** Extracted material **
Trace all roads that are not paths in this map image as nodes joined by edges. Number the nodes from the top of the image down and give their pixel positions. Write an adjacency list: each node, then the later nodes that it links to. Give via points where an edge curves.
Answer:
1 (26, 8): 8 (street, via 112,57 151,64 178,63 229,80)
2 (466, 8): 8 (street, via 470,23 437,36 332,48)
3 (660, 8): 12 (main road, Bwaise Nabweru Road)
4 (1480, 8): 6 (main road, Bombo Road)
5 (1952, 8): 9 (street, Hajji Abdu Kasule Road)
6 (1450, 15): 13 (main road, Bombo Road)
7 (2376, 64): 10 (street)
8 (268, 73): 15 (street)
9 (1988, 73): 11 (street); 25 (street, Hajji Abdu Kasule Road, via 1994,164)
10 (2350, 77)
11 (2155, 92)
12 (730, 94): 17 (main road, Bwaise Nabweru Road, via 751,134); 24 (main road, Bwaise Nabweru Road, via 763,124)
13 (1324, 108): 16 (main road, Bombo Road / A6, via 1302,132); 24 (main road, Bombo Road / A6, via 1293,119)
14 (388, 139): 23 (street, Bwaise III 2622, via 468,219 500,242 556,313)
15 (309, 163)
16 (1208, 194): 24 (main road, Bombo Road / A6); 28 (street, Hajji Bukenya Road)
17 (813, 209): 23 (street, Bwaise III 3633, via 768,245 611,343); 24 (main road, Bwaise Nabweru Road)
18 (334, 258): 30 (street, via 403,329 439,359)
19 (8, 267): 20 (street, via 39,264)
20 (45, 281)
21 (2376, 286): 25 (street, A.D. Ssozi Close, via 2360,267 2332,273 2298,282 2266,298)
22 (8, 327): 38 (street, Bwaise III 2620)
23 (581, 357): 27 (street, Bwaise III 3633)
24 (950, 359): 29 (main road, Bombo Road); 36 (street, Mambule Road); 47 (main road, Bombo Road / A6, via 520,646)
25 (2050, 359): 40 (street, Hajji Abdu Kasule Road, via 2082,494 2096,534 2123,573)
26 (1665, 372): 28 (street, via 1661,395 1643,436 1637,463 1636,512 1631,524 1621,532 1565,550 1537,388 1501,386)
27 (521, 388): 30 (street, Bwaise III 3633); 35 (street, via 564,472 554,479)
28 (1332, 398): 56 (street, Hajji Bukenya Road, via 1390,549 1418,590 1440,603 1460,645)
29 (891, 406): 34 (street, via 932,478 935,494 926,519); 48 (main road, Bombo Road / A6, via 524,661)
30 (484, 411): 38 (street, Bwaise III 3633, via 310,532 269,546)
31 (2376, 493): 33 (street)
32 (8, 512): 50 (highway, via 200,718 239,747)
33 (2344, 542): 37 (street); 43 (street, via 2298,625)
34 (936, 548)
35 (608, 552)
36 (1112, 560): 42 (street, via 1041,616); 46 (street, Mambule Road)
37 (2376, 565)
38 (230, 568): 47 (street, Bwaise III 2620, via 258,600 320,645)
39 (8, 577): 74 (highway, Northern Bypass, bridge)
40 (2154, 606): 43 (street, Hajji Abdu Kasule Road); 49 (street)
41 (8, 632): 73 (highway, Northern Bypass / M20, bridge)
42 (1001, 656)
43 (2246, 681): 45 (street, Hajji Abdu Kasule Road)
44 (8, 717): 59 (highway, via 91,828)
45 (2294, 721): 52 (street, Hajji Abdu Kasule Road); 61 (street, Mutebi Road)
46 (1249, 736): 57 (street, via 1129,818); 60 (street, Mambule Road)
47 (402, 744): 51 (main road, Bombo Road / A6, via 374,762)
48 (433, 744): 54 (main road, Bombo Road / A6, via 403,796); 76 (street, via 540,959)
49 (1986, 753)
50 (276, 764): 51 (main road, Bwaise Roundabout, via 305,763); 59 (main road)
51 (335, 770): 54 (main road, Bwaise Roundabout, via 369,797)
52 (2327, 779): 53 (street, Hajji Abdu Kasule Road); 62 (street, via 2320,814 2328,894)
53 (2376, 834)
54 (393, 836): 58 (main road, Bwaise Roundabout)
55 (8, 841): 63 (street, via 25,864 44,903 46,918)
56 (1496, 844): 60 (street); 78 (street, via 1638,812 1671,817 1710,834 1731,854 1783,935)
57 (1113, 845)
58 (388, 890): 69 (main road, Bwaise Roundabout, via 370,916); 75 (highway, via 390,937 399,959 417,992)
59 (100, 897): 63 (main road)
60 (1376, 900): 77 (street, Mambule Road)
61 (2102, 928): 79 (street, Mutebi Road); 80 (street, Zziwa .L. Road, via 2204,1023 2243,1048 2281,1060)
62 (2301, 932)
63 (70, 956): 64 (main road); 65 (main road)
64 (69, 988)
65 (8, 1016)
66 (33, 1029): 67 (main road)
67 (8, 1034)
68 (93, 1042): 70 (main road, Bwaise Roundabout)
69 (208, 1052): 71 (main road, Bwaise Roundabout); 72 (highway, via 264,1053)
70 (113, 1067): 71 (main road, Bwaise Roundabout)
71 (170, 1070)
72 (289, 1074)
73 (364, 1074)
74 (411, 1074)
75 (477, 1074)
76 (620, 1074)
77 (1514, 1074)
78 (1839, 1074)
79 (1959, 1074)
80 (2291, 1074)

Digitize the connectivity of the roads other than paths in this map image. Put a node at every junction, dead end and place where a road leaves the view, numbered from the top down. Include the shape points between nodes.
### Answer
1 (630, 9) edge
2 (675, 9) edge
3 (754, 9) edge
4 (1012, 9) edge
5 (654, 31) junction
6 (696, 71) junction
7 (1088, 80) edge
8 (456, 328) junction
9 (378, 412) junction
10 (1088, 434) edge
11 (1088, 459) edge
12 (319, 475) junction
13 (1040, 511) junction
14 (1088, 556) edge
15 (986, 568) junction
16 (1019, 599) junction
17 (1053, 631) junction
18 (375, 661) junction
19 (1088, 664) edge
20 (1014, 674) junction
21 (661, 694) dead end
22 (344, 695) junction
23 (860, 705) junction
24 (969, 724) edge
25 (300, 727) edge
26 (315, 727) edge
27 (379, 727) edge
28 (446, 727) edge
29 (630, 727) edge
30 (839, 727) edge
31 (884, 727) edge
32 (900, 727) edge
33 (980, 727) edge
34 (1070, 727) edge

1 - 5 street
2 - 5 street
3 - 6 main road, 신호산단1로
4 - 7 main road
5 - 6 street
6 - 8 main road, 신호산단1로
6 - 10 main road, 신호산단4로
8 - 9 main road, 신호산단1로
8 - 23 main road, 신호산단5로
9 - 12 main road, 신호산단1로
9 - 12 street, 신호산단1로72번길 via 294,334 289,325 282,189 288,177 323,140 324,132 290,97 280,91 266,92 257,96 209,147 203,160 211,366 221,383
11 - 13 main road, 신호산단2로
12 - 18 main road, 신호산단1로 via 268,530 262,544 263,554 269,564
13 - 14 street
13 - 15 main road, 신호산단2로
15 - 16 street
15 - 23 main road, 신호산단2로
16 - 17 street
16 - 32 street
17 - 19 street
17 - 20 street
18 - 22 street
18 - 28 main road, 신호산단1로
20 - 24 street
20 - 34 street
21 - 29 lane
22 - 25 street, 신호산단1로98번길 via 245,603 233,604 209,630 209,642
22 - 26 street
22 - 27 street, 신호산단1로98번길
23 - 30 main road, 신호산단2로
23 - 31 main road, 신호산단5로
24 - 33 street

** Exercise **
Exactly as they appear above, copy out all the records.

** Written response **
Trace all roads that are not paths in this map image as nodes joined by edges. Number the nodes from the top of the image down and give their pixel positions. Write an adjacency list: each node, then the later nodes that it links to. Give via points where an edge curves.
Answer:
1 (26, 8): 8 (street, via 112,57 151,64 178,63 229,80)
2 (466, 8): 8 (street, via 470,23 437,36 332,48)
3 (660, 8): 12 (main road, Bwaise Nabweru Road)
4 (1480, 8): 6 (main road, Bombo Road)
5 (1952, 8): 9 (street, Hajji Abdu Kasule Road)
6 (1450, 15): 13 (main road, Bombo Road)
7 (2376, 64): 10 (street)
8 (268, 73): 15 (street)
9 (1988, 73): 11 (street); 25 (street, Hajji Abdu Kasule Road, via 1994,164)
10 (2350, 77)
11 (2155, 92)
12 (730, 94): 17 (main road, Bwaise Nabweru Road, via 751,134); 24 (main road, Bwaise Nabweru Road, via 763,124)
13 (1324, 108): 16 (main road, Bombo Road / A6, via 1302,132); 24 (main road, Bombo Road / A6, via 1293,119)
14 (388, 139): 23 (street, Bwaise III 2622, via 468,219 500,242 556,313)
15 (309, 163)
16 (1208, 194): 24 (main road, Bombo Road / A6); 28 (street, Hajji Bukenya Road)
17 (813, 209): 23 (street, Bwaise III 3633, via 768,245 611,343); 24 (main road, Bwaise Nabweru Road)
18 (334, 258): 30 (street, via 403,329 439,359)
19 (8, 267): 20 (street, via 39,264)
20 (45, 281)
21 (2376, 286): 25 (street, A.D. Ssozi Close, via 2360,267 2332,273 2298,282 2266,298)
22 (8, 327): 38 (street, Bwaise III 2620)
23 (581, 357): 27 (street, Bwaise III 3633)
24 (950, 359): 29 (main road, Bombo Road); 36 (street, Mambule Road); 47 (main road, Bombo Road / A6, via 520,646)
25 (2050, 359): 40 (street, Hajji Abdu Kasule Road, via 2082,494 2096,534 2123,573)
26 (1665, 372): 28 (street, via 1661,395 1643,436 1637,463 1636,512 1631,524 1621,532 1565,550 1537,388 1501,386)
27 (521, 388): 30 (street, Bwaise III 3633); 35 (street, via 564,472 554,479)
28 (1332, 398): 56 (street, Hajji Bukenya Road, via 1390,549 1418,590 1440,603 1460,645)
29 (891, 406): 34 (street, via 932,478 935,494 926,519); 48 (main road, Bombo Road / A6, via 524,661)
30 (484, 411): 38 (street, Bwaise III 3633, via 310,532 269,546)
31 (2376, 493): 33 (street)
32 (8, 512): 50 (highway, via 200,718 239,747)
33 (2344, 542): 37 (street); 43 (street, via 2298,625)
34 (936, 548)
35 (608, 552)
36 (1112, 560): 42 (street, via 1041,616); 46 (street, Mambule Road)
37 (2376, 565)
38 (230, 568): 47 (street, Bwaise III 2620, via 258,600 320,645)
39 (8, 577): 74 (highway, Northern Bypass, bridge)
40 (2154, 606): 43 (street, Hajji Abdu Kasule Road); 49 (street)
41 (8, 632): 73 (highway, Northern Bypass / M20, bridge)
42 (1001, 656)
43 (2246, 681): 45 (street, Hajji Abdu Kasule Road)
44 (8, 717): 59 (highway, via 91,828)
45 (2294, 721): 52 (street, Hajji Abdu Kasule Road); 61 (street, Mutebi Road)
46 (1249, 736): 57 (street, via 1129,818); 60 (street, Mambule Road)
47 (402, 744): 51 (main road, Bombo Road / A6, via 374,762)
48 (433, 744): 54 (main road, Bombo Road / A6, via 403,796); 76 (street, via 540,959)
49 (1986, 753)
50 (276, 764): 51 (main road, Bwaise Roundabout, via 305,763); 59 (main road)
51 (335, 770): 54 (main road, Bwaise Roundabout, via 369,797)
52 (2327, 779): 53 (street, Hajji Abdu Kasule Road); 62 (street, via 2320,814 2328,894)
53 (2376, 834)
54 (393, 836): 58 (main road, Bwaise Roundabout)
55 (8, 841): 63 (street, via 25,864 44,903 46,918)
56 (1496, 844): 60 (street); 78 (street, via 1638,812 1671,817 1710,834 1731,854 1783,935)
57 (1113, 845)
58 (388, 890): 69 (main road, Bwaise Roundabout, via 370,916); 75 (highway, via 390,937 399,959 417,992)
59 (100, 897): 63 (main road)
60 (1376, 900): 77 (street, Mambule Road)
61 (2102, 928): 79 (street, Mutebi Road); 80 (street, Zziwa .L. Road, via 2204,1023 2243,1048 2281,1060)
62 (2301, 932)
63 (70, 956): 64 (main road); 65 (main road)
64 (69, 988)
65 (8, 1016)
66 (33, 1029): 67 (main road)
67 (8, 1034)
68 (93, 1042): 70 (main road, Bwaise Roundabout)
69 (208, 1052): 71 (main road, Bwaise Roundabout); 72 (highway, via 264,1053)
70 (113, 1067): 71 (main road, Bwaise Roundabout)
71 (170, 1070)
72 (289, 1074)
73 (364, 1074)
74 (411, 1074)
75 (477, 1074)
76 (620, 1074)
77 (1514, 1074)
78 (1839, 1074)
79 (1959, 1074)
80 (2291, 1074)

Digitize the connectivity of the roads other than paths in this map image. Put a node at every junction, dead end and place where a road leaves the view, numbered from the top down. Include the shape points between nodes.
### Answer
1 (630, 9) edge
2 (675, 9) edge
3 (754, 9) edge
4 (1012, 9) edge
5 (654, 31) junction
6 (696, 71) junction
7 (1088, 80) edge
8 (456, 328) junction
9 (378, 412) junction
10 (1088, 434) edge
11 (1088, 459) edge
12 (319, 475) junction
13 (1040, 511) junction
14 (1088, 556) edge
15 (986, 568) junction
16 (1019, 599) junction
17 (1053, 631) junction
18 (375, 661) junction
19 (1088, 664) edge
20 (1014, 674) junction
21 (661, 694) dead end
22 (344, 695) junction
23 (860, 705) junction
24 (969, 724) edge
25 (300, 727) edge
26 (315, 727) edge
27 (379, 727) edge
28 (446, 727) edge
29 (630, 727) edge
30 (839, 727) edge
31 (884, 727) edge
32 (900, 727) edge
33 (980, 727) edge
34 (1070, 727) edge

1 - 5 street
2 - 5 street
3 - 6 main road, 신호산단1로
4 - 7 main road
5 - 6 street
6 - 8 main road, 신호산단1로
6 - 10 main road, 신호산단4로
8 - 9 main road, 신호산단1로
8 - 23 main road, 신호산단5로
9 - 12 main road, 신호산단1로
9 - 12 street, 신호산단1로72번길 via 294,334 289,325 282,189 288,177 323,140 324,132 290,97 280,91 266,92 257,96 209,147 203,160 211,366 221,383
11 - 13 main road, 신호산단2로
12 - 18 main road, 신호산단1로 via 268,530 262,544 263,554 269,564
13 - 14 street
13 - 15 main road, 신호산단2로
15 - 16 street
15 - 23 main road, 신호산단2로
16 - 17 street
16 - 32 street
17 - 19 street
17 - 20 street
18 - 22 street
18 - 28 main road, 신호산단1로
20 - 24 street
20 - 34 street
21 - 29 lane
22 - 25 street, 신호산단1로98번길 via 245,603 233,604 209,630 209,642
22 - 26 street
22 - 27 street, 신호산단1로98번길
23 - 30 main road, 신호산단2로
23 - 31 main road, 신호산단5로
24 - 33 street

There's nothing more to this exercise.